** Records provided follows **

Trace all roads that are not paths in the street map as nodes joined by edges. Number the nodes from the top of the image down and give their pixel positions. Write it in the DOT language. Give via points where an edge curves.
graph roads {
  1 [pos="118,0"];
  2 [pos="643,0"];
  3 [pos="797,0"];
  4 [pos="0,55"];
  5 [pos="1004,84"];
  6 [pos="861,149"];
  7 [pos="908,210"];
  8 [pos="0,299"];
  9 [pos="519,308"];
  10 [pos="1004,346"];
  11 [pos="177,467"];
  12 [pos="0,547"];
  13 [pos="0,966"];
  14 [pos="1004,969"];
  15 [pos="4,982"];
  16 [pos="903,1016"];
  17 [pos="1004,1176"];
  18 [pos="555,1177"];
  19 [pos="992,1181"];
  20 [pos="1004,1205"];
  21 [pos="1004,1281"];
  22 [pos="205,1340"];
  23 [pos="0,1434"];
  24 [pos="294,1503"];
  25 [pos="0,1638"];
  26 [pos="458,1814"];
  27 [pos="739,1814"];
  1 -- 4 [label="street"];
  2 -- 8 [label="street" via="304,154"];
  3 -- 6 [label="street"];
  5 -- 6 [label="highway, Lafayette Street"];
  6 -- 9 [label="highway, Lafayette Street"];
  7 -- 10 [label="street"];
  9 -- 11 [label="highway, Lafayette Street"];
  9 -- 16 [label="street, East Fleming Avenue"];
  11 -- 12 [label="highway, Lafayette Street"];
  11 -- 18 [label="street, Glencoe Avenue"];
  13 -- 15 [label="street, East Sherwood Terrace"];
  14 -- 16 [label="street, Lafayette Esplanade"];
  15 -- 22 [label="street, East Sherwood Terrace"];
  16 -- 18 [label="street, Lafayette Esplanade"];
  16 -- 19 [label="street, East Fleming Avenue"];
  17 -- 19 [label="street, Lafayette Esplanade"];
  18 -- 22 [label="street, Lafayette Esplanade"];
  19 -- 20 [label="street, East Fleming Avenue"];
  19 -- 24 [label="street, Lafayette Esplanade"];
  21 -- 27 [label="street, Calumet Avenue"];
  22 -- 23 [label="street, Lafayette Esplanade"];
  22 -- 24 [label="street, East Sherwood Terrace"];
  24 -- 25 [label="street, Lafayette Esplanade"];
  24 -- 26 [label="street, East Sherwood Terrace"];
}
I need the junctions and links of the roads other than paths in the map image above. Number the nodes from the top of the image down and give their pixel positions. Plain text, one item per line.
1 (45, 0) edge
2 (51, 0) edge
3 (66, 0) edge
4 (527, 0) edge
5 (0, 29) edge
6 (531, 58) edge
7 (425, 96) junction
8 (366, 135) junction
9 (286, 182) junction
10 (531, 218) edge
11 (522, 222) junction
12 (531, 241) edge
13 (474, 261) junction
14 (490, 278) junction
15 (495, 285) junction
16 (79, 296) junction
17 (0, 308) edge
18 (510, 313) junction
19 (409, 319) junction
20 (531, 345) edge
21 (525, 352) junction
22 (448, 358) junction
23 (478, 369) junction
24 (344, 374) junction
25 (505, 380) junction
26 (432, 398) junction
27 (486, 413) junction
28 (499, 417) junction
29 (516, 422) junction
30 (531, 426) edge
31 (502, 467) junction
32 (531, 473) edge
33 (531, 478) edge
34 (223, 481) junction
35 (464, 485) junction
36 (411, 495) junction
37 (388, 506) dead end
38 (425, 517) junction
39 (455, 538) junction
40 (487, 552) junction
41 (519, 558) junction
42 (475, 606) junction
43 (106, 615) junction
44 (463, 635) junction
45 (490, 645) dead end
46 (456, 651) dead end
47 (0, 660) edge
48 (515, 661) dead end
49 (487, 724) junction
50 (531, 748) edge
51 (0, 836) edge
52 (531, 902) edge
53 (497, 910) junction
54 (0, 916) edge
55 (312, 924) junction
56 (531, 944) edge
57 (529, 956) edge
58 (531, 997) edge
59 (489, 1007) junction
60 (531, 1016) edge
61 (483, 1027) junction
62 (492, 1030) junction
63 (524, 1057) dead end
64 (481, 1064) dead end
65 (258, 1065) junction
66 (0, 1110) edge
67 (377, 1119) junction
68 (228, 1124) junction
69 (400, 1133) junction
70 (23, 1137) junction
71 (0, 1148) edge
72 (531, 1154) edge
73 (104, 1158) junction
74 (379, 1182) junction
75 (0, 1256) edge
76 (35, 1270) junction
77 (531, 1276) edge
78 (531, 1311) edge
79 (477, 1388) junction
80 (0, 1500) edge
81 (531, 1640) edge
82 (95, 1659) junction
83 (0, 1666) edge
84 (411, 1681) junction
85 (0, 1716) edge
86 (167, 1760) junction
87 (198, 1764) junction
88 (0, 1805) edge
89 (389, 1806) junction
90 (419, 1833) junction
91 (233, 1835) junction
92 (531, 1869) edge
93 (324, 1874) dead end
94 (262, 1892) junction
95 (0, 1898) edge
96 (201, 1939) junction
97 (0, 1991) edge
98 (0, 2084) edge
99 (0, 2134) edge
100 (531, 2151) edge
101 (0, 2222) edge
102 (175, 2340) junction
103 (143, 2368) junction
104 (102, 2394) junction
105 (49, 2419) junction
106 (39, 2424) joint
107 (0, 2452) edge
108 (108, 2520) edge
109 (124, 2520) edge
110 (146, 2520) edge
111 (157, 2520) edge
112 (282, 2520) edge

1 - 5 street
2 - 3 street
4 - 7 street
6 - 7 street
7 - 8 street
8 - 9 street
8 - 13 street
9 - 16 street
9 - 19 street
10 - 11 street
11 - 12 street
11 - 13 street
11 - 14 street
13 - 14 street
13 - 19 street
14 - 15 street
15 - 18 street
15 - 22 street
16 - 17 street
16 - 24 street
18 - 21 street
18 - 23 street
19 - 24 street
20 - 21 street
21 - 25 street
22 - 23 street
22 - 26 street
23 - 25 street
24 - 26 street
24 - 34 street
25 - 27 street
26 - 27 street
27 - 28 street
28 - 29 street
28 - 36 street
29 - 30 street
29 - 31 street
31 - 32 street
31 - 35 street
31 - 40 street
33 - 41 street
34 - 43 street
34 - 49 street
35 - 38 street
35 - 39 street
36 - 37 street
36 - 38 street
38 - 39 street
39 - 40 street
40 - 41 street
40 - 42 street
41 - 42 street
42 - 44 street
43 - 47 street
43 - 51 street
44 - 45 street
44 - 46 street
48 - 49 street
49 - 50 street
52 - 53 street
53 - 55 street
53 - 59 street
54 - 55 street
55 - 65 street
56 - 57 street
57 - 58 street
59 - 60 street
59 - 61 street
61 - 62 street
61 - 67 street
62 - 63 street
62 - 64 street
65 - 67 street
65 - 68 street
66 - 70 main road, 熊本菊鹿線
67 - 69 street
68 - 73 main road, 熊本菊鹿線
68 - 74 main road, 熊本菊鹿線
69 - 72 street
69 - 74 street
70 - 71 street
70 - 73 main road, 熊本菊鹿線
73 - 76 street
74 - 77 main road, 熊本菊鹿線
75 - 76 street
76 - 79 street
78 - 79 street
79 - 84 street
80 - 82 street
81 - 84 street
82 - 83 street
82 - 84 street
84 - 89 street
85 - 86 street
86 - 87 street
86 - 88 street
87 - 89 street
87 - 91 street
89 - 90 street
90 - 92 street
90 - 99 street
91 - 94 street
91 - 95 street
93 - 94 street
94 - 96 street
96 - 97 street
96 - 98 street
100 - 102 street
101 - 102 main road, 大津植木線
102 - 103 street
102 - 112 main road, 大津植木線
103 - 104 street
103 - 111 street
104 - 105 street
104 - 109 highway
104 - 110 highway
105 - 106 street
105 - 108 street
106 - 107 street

** End of Records provided **

Nothing in the data above should change. Please copy it all.

Trace all roads that are not paths in the street map as nodes joined by edges. Number the nodes from the top of the image down and give their pixel positions. Write it in the DOT language. Give via points where an edge curves.
graph roads {
  1 [pos="118,0"];
  2 [pos="643,0"];
  3 [pos="797,0"];
  4 [pos="0,55"];
  5 [pos="1004,84"];
  6 [pos="861,149"];
  7 [pos="908,210"];
  8 [pos="0,299"];
  9 [pos="519,308"];
  10 [pos="1004,346"];
  11 [pos="177,467"];
  12 [pos="0,547"];
  13 [pos="0,966"];
  14 [pos="1004,969"];
  15 [pos="4,982"];
  16 [pos="903,1016"];
  17 [pos="1004,1176"];
  18 [pos="555,1177"];
  19 [pos="992,1181"];
  20 [pos="1004,1205"];
  21 [pos="1004,1281"];
  22 [pos="205,1340"];
  23 [pos="0,1434"];
  24 [pos="294,1503"];
  25 [pos="0,1638"];
  26 [pos="458,1814"];
  27 [pos="739,1814"];
  1 -- 4 [label="street"];
  2 -- 8 [label="street" via="304,154"];
  3 -- 6 [label="street"];
  5 -- 6 [label="highway, Lafayette Street"];
  6 -- 9 [label="highway, Lafayette Street"];
  7 -- 10 [label="street"];
  9 -- 11 [label="highway, Lafayette Street"];
  9 -- 16 [label="street, East Fleming Avenue"];
  11 -- 12 [label="highway, Lafayette Street"];
  11 -- 18 [label="street, Glencoe Avenue"];
  13 -- 15 [label="street, East Sherwood Terrace"];
  14 -- 16 [label="street, Lafayette Esplanade"];
  15 -- 22 [label="street, East Sherwood Terrace"];
  16 -- 18 [label="street, Lafayette Esplanade"];
  16 -- 19 [label="street, East Fleming Avenue"];
  17 -- 19 [label="street, Lafayette Esplanade"];
  18 -- 22 [label="street, Lafayette Esplanade"];
  19 -- 20 [label="street, East Fleming Avenue"];
  19 -- 24 [label="street, Lafayette Esplanade"];
  21 -- 27 [label="street, Calumet Avenue"];
  22 -- 23 [label="street, Lafayette Esplanade"];
  22 -- 24 [label="street, East Sherwood Terrace"];
  24 -- 25 [label="street, Lafayette Esplanade"];
  24 -- 26 [label="street, East Sherwood Terrace"];
}
I need the junctions and links of the roads other than paths in the map image above. Number the nodes from the top of the image down and give their pixel positions. Plain text, one item per line.
1 (45, 0) edge
2 (51, 0) edge
3 (66, 0) edge
4 (527, 0) edge
5 (0, 29) edge
6 (531, 58) edge
7 (425, 96) junction
8 (366, 135) junction
9 (286, 182) junction
10 (531, 218) edge
11 (522, 222) junction
12 (531, 241) edge
13 (474, 261) junction
14 (490, 278) junction
15 (495, 285) junction
16 (79, 296) junction
17 (0, 308) edge
18 (510, 313) junction
19 (409, 319) junction
20 (531, 345) edge
21 (525, 352) junction
22 (448, 358) junction
23 (478, 369) junction
24 (344, 374) junction
25 (505, 380) junction
26 (432, 398) junction
27 (486, 413) junction
28 (499, 417) junction
29 (516, 422) junction
30 (531, 426) edge
31 (502, 467) junction
32 (531, 473) edge
33 (531, 478) edge
34 (223, 481) junction
35 (464, 485) junction
36 (411, 495) junction
37 (388, 506) dead end
38 (425, 517) junction
39 (455, 538) junction
40 (487, 552) junction
41 (519, 558) junction
42 (475, 606) junction
43 (106, 615) junction
44 (463, 635) junction
45 (490, 645) dead end
46 (456, 651) dead end
47 (0, 660) edge
48 (515, 661) dead end
49 (487, 724) junction
50 (531, 748) edge
51 (0, 836) edge
52 (531, 902) edge
53 (497, 910) junction
54 (0, 916) edge
55 (312, 924) junction
56 (531, 944) edge
57 (529, 956) edge
58 (531, 997) edge
59 (489, 1007) junction
60 (531, 1016) edge
61 (483, 1027) junction
62 (492, 1030) junction
63 (524, 1057) dead end
64 (481, 1064) dead end
65 (258, 1065) junction
66 (0, 1110) edge
67 (377, 1119) junction
68 (228, 1124) junction
69 (400, 1133) junction
70 (23, 1137) junction
71 (0, 1148) edge
72 (531, 1154) edge
73 (104, 1158) junction
74 (379, 1182) junction
75 (0, 1256) edge
76 (35, 1270) junction
77 (531, 1276) edge
78 (531, 1311) edge
79 (477, 1388) junction
80 (0, 1500) edge
81 (531, 1640) edge
82 (95, 1659) junction
83 (0, 1666) edge
84 (411, 1681) junction
85 (0, 1716) edge
86 (167, 1760) junction
87 (198, 1764) junction
88 (0, 1805) edge
89 (389, 1806) junction
90 (419, 1833) junction
91 (233, 1835) junction
92 (531, 1869) edge
93 (324, 1874) dead end
94 (262, 1892) junction
95 (0, 1898) edge
96 (201, 1939) junction
97 (0, 1991) edge
98 (0, 2084) edge
99 (0, 2134) edge
100 (531, 2151) edge
101 (0, 2222) edge
102 (175, 2340) junction
103 (143, 2368) junction
104 (102, 2394) junction
105 (49, 2419) junction
106 (39, 2424) joint
107 (0, 2452) edge
108 (108, 2520) edge
109 (124, 2520) edge
110 (146, 2520) edge
111 (157, 2520) edge
112 (282, 2520) edge

1 - 5 street
2 - 3 street
4 - 7 street
6 - 7 street
7 - 8 street
8 - 9 street
8 - 13 street
9 - 16 street
9 - 19 street
10 - 11 street
11 - 12 street
11 - 13 street
11 - 14 street
13 - 14 street
13 - 19 street
14 - 15 street
15 - 18 street
15 - 22 street
16 - 17 street
16 - 24 street
18 - 21 street
18 - 23 street
19 - 24 street
20 - 21 street
21 - 25 street
22 - 23 street
22 - 26 street
23 - 25 street
24 - 26 street
24 - 34 street
25 - 27 street
26 - 27 street
27 - 28 street
28 - 29 street
28 - 36 street
29 - 30 street
29 - 31 street
31 - 32 street
31 - 35 street
31 - 40 street
33 - 41 street
34 - 43 street
34 - 49 street
35 - 38 street
35 - 39 street
36 - 37 street
36 - 38 street
38 - 39 street
39 - 40 street
40 - 41 street
40 - 42 street
41 - 42 street
42 - 44 street
43 - 47 street
43 - 51 street
44 - 45 street
44 - 46 street
48 - 49 street
49 - 50 street
52 - 53 street
53 - 55 street
53 - 59 street
54 - 55 street
55 - 65 street
56 - 57 street
57 - 58 street
59 - 60 street
59 - 61 street
61 - 62 street
61 - 67 street
62 - 63 street
62 - 64 street
65 - 67 street
65 - 68 street
66 - 70 main road, 熊本菊鹿線
67 - 69 street
68 - 73 main road, 熊本菊鹿線
68 - 74 main road, 熊本菊鹿線
69 - 72 street
69 - 74 street
70 - 71 street
70 - 73 main road, 熊本菊鹿線
73 - 76 street
74 - 77 main road, 熊本菊鹿線
75 - 76 street
76 - 79 street
78 - 79 street
79 - 84 street
80 - 82 street
81 - 84 street
82 - 83 street
82 - 84 street
84 - 89 street
85 - 86 street
86 - 87 street
86 - 88 street
87 - 89 street
87 - 91 street
89 - 90 street
90 - 92 street
90 - 99 street
91 - 94 street
91 - 95 street
93 - 94 street
94 - 96 street
96 - 97 street
96 - 98 street
100 - 102 street
101 - 102 main road, 大津植木線
102 - 103 street
102 - 112 main road, 大津植木線
103 - 104 street
103 - 111 street
104 - 105 street
104 - 109 highway
104 - 110 highway
105 - 106 street
105 - 108 street
106 - 107 street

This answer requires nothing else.